[Data excerpts]
········

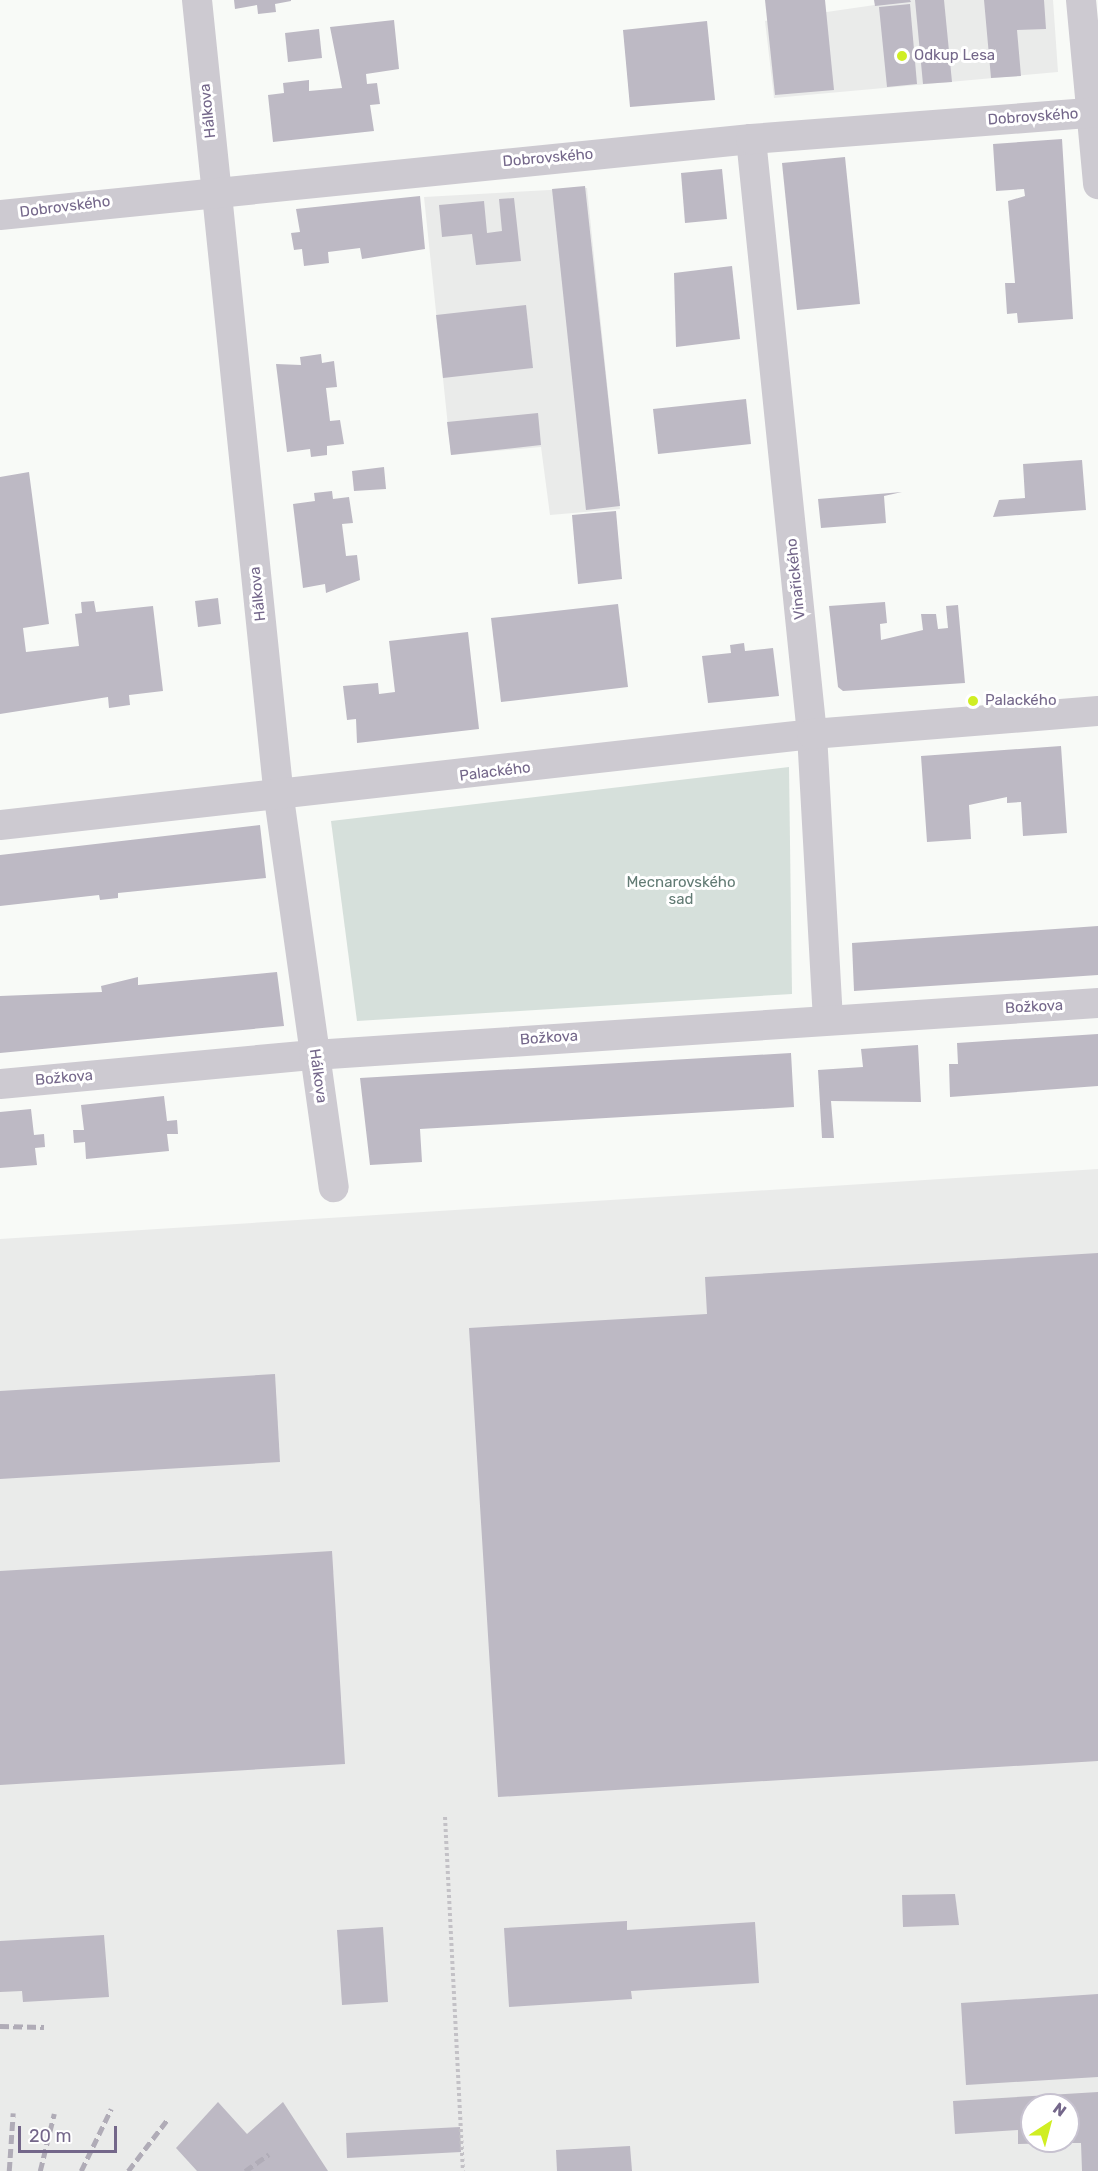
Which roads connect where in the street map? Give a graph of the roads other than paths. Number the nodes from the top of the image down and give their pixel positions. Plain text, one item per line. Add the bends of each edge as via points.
1 (197, 0) edge
2 (1081, 0) edge
3 (1096, 112) edge
4 (751, 139) junction
5 (1098, 184) edge
6 (216, 189) junction
7 (0, 215) edge
8 (1098, 711) edge
9 (812, 734) junction
10 (279, 798) junction
11 (0, 825) edge
12 (1098, 1003) edge
13 (828, 1019) junction
14 (314, 1054) junction
15 (0, 1084) edge
16 (334, 1187) dead end

1 - 6 street, Hálkova
2 - 3 street
3 - 4 street, Dobrovského
3 - 5 street
4 - 6 street, Dobrovského
4 - 9 street, Vinařického
6 - 7 street, Dobrovského
6 - 10 street, Hálkova
8 - 9 street, Palackého
9 - 10 street, Palackého
9 - 13 street, Vinařického
10 - 11 street, Palackého
10 - 14 street, Hálkova
12 - 13 street, Božkova
13 - 14 street, Božkova
14 - 15 street, Božkova
14 - 16 street, Hálkova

········

**Your goal:**
Only the records, copied exactly and without pictures, should make up the answer.

**Answer for this exercise:**
Which roads connect where in the street map? Give a graph of the roads other than paths. Number the nodes from the top of the image down and give their pixel positions. Plain text, one item per line. Add the bends of each edge as via points.
1 (197, 0) edge
2 (1081, 0) edge
3 (1096, 112) edge
4 (751, 139) junction
5 (1098, 184) edge
6 (216, 189) junction
7 (0, 215) edge
8 (1098, 711) edge
9 (812, 734) junction
10 (279, 798) junction
11 (0, 825) edge
12 (1098, 1003) edge
13 (828, 1019) junction
14 (314, 1054) junction
15 (0, 1084) edge
16 (334, 1187) dead end

1 - 6 street, Hálkova
2 - 3 street
3 - 4 street, Dobrovského
3 - 5 street
4 - 6 street, Dobrovského
4 - 9 street, Vinařického
6 - 7 street, Dobrovského
6 - 10 street, Hálkova
8 - 9 street, Palackého
9 - 10 street, Palackého
9 - 13 street, Vinařického
10 - 11 street, Palackého
10 - 14 street, Hálkova
12 - 13 street, Božkova
13 - 14 street, Božkova
14 - 15 street, Božkova
14 - 16 street, Hálkova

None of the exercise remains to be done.